There was no guessing what would happen in these places and other states during the Presidential and National Assembly elections. At least in Kogi State, especially in my own local government area, I was an eyewitness to madness. Days before the elections, thugs had begun to harass opponents, disrupting their rallies and killing persons believed to be opposed to the aspirations of their principal.
These hoodlums were not unknown to policemen and other security agents, but they were powerless to prevent the anarchy they were warming up to unleash on election day. On the D-day when voters should go to the polls peacefully without fear of molestation to perform their civic duties in a civil manner, majority of them stayed indoors. Those who braved it to the polls were chased away, unless if the thugs were convinced beyond reasonable doubt that you were on the queue to vote the way they wanted you to vote.
Any little altercation could lead to death. Don’t forget the death by gunshot of Daniel Usman who was due to register the following week as an undergraduate of the Federal University, Lokoja. He was shot at close range in the afternoon at Anyigba as he was on the line with other voters to cast his vote. Till this day, nobody is known to have been prosecuted.
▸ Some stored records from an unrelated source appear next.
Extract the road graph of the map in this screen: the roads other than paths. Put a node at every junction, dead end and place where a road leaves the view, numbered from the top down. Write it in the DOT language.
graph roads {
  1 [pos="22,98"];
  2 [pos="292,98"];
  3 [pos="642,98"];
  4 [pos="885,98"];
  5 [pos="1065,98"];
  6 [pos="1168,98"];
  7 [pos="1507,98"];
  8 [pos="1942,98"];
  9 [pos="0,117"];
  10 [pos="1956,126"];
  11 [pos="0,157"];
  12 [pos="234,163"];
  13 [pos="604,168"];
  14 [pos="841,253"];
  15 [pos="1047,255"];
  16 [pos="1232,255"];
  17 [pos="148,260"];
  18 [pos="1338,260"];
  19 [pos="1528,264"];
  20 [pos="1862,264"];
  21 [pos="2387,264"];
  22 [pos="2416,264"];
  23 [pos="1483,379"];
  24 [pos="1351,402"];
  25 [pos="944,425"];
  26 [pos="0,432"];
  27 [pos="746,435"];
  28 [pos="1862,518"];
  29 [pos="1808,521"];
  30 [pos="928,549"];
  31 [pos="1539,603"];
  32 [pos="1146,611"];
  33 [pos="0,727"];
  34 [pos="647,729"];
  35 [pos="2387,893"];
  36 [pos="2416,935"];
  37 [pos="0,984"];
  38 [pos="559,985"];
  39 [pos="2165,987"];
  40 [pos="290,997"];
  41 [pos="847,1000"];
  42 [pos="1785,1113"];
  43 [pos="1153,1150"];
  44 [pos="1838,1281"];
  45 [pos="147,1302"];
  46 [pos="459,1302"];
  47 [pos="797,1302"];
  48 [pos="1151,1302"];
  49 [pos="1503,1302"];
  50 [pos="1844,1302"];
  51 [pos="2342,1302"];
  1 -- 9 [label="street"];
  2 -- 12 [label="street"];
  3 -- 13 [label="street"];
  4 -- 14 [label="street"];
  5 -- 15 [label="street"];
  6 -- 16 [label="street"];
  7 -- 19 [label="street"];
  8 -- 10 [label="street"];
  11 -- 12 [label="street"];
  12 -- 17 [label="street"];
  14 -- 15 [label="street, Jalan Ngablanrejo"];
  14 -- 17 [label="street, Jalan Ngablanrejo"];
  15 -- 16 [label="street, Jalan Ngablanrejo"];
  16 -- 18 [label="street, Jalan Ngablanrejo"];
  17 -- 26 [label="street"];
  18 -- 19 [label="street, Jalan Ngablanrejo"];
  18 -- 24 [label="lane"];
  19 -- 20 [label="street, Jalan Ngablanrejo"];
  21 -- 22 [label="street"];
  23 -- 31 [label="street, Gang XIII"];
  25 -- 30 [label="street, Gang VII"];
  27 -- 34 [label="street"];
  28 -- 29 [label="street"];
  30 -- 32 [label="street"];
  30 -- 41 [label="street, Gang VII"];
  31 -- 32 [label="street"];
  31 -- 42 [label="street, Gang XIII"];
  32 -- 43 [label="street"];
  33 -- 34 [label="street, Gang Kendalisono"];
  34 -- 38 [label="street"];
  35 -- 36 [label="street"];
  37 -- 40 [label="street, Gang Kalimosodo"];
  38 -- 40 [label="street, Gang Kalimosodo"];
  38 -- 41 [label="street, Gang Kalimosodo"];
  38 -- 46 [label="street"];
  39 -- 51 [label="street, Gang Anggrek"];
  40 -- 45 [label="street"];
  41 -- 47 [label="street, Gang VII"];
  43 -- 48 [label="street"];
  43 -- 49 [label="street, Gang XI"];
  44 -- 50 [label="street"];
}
In other circumstances, people learn from experience. Not with Nigeria’s elections. It seems to have been fated that way; every subsequent election is worse than the preceding one.
But what is worse is that we now seem to have finally arrived at the desired end with the recent elections. Unless something is done, and done quickly, desperate politicians have now discovered an effective template for winning elections. As attested to by both local and international observers, we now have a situation in which guns, more than other factors, decide the outcome of the polls. This is unacceptable. This template is evil, dangerous, undemocratic and unacceptable.
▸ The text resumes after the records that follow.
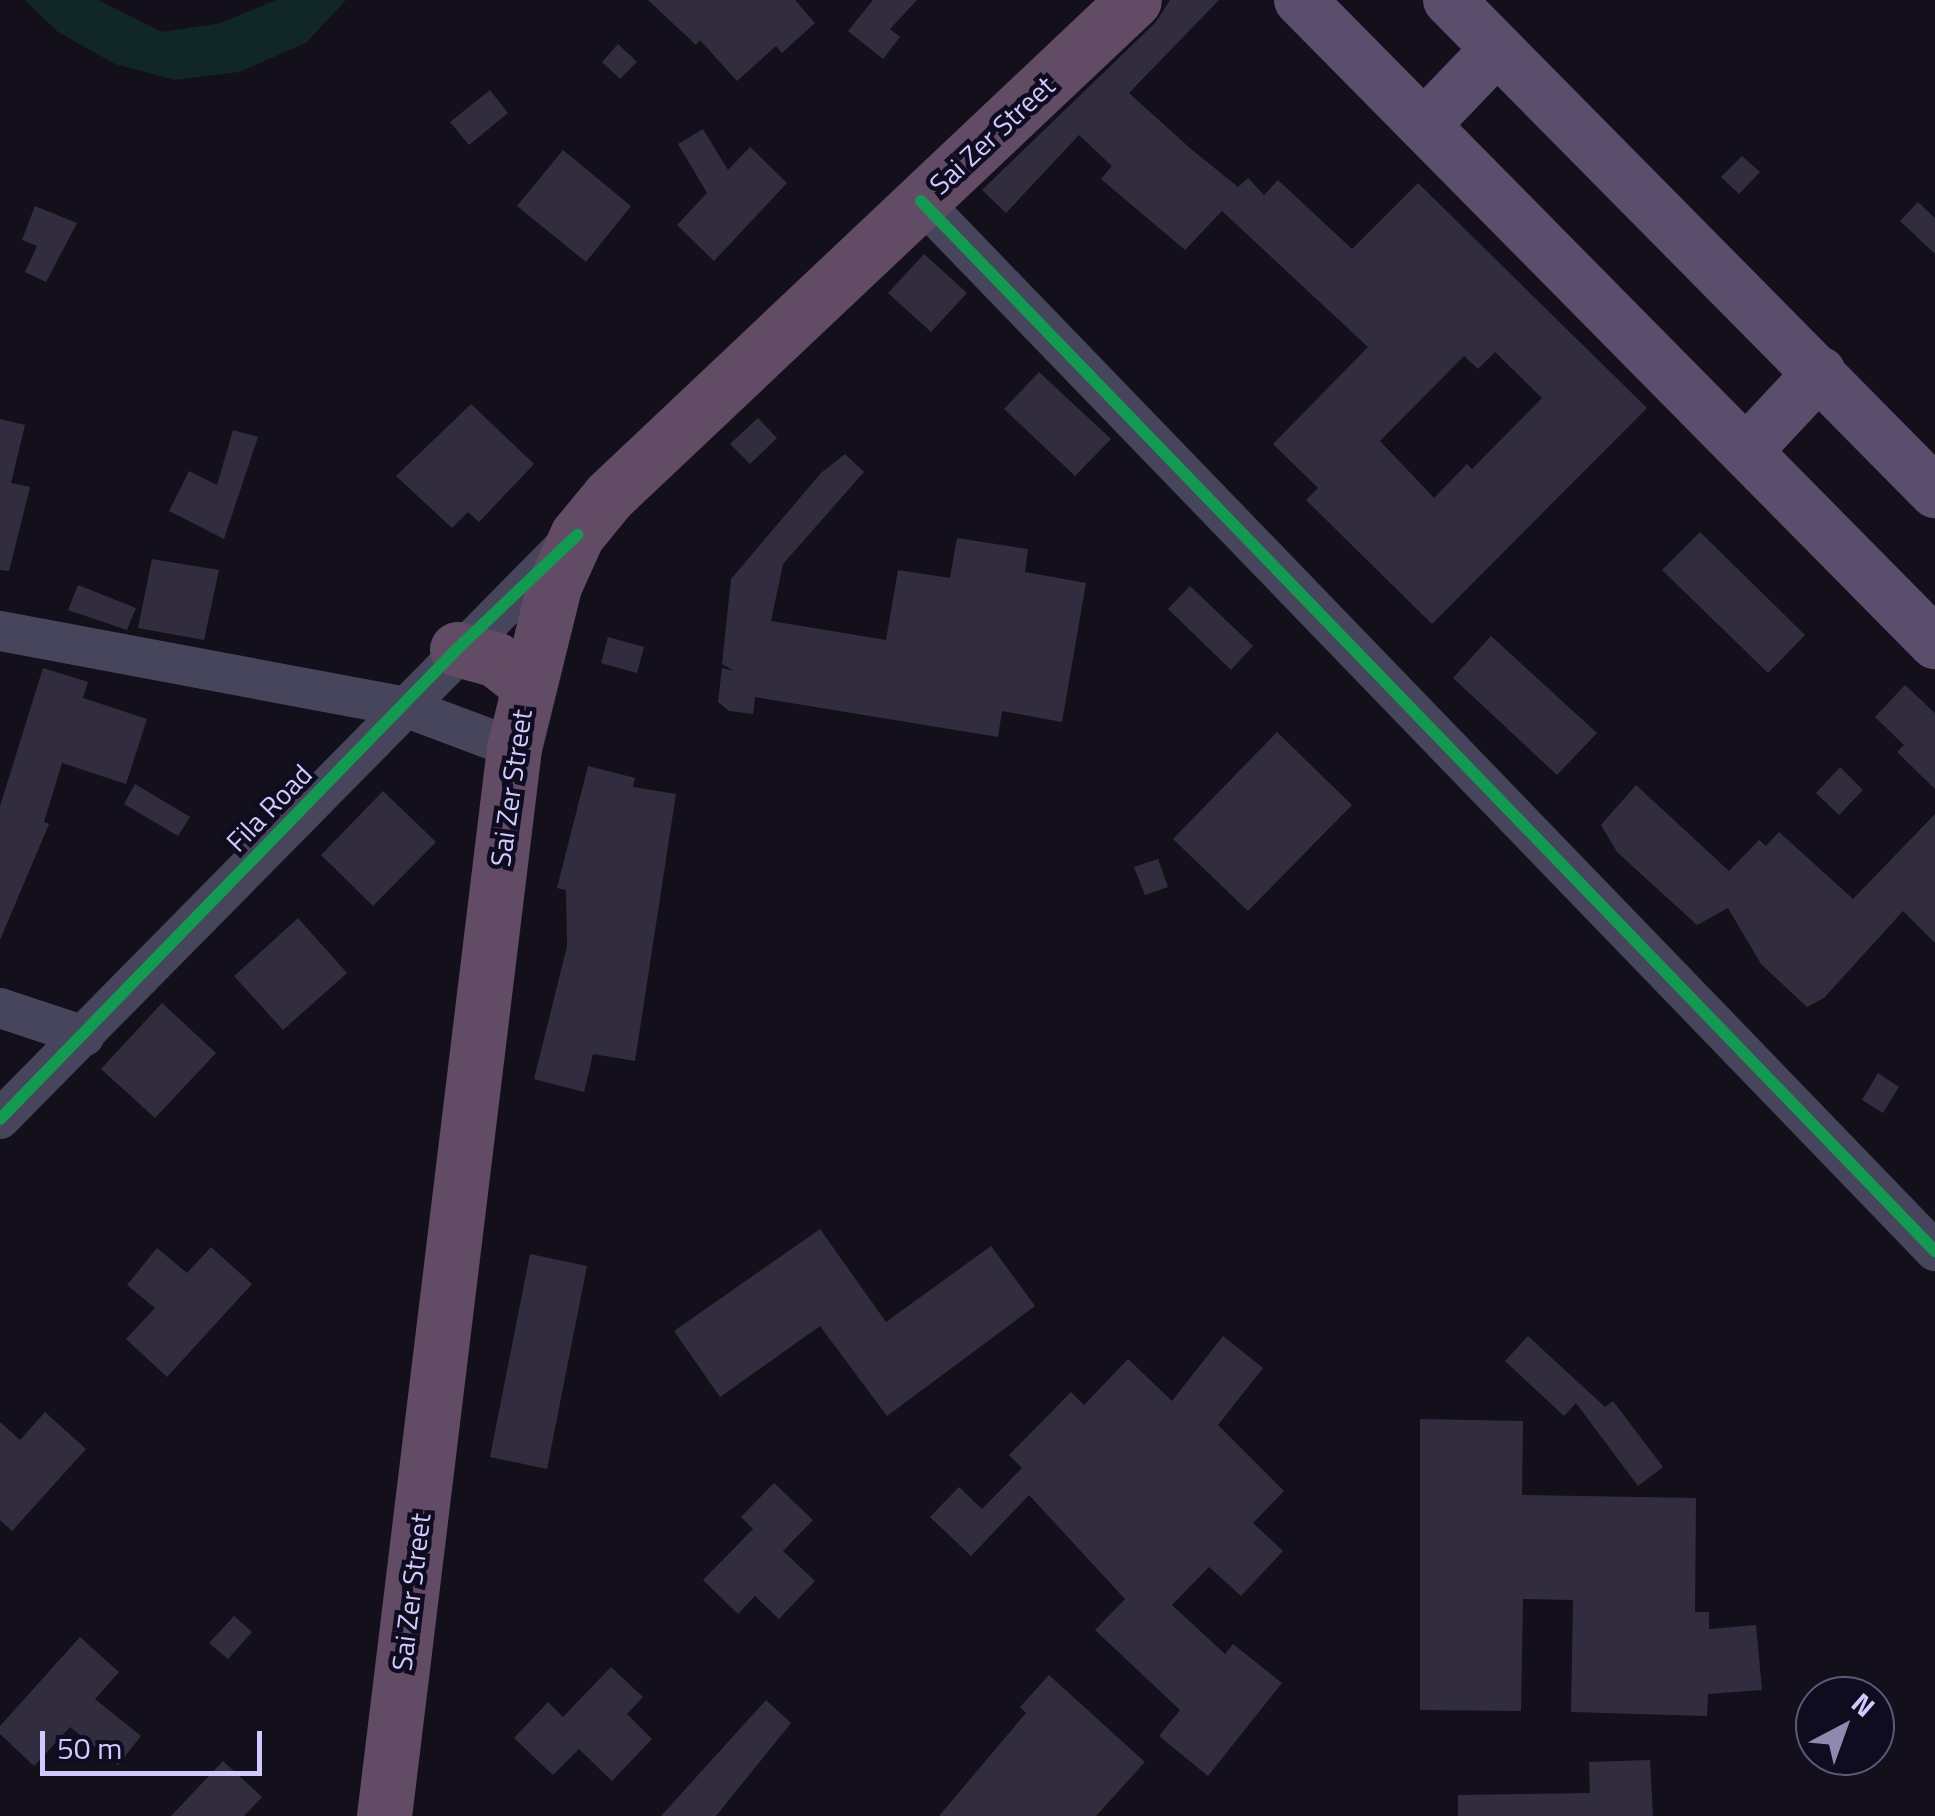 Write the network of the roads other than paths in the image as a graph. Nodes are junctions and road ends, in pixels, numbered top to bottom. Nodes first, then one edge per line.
1 (1134, 0) edge
2 (1300, 0) edge
3 (1450, 0) edge
4 (1498, 49) junction
5 (1425, 124) junction
6 (921, 201) junction
7 (1820, 372) junction
8 (1748, 449) junction
9 (1935, 492) edge
10 (577, 535) junction
11 (0, 632) edge
12 (1935, 643) edge
13 (457, 649) junction
14 (526, 683) junction
15 (402, 706) junction
16 (514, 748) junction
17 (0, 1008) edge
18 (84, 1036) junction
19 (0, 1119) edge
20 (1935, 1251) edge
21 (384, 1816) edge

1 - 6 highway, Sai Zer Street
2 - 5 main road
3 - 4 main road
4 - 5 main road
4 - 7 main road
5 - 8 main road
6 - 10 highway, Sai Zer Street
6 - 20 street
7 - 8 main road
7 - 9 main road
8 - 12 main road
10 - 13 street, Fila Road
10 - 14 highway, Sai Zer Street
11 - 15 street
13 - 14 highway
13 - 15 street, Fila Road
14 - 16 highway, Sai Zer Street
15 - 16 street
15 - 18 street, Fila Road
16 - 21 highway, Sai Zer Street
17 - 18 street
18 - 19 street, Fila Road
The ball is squarely in the court of the Independent National Electoral Commission. It must start this conversation by admitting that despite all its good intentions and beautiful plans on paper, something is wrong somewhere. It has, in my view, failed to deliver on integrity and scrupulous conscience. In its recent outings, it seemed to have been overpowered by the “fake policemen” who also overpowered the IGP’s 65,000 authentic policemen.
These able-bodied policemen, armed to the teeth, were there with the mandate to ensure a free and fair election. Certainly, they did not appear to have been compromised. But by IG’s admission, they were clearly outmanned and overpowered. Otherwise, they would have done their best. INEC was also incapacitated by its own officials in the field who were either overpowered and compromised or they were grossly incompetent. Unfortunately, without any other independent means of verification, INEC had to rely only on the report brought from the field for its ultimate decision, no matter how compromised the report.
All Nigerians who are worried by this dubious deployment of the gun and the bullet to secure victory at the poll amidst the orgy of violence, must lend their voices to the national discourse that would free the country from shackles of political charlatans.
We must all support and encourage our leaders to develop the political will to do the needful. Luckily for us, there is enough time before the 2023 General Elections to review the Electoral Act, make the necessary amendment and pass it on to the president to sign it into law. The reason the president gave for not signing the amended Electoral Act at the eleventh hour was to avoid confusion because the election was at hand. Now with this luxury of time, we must cultivate the clarity of mind to do that which will promote the country’s greatness as a democratic nation.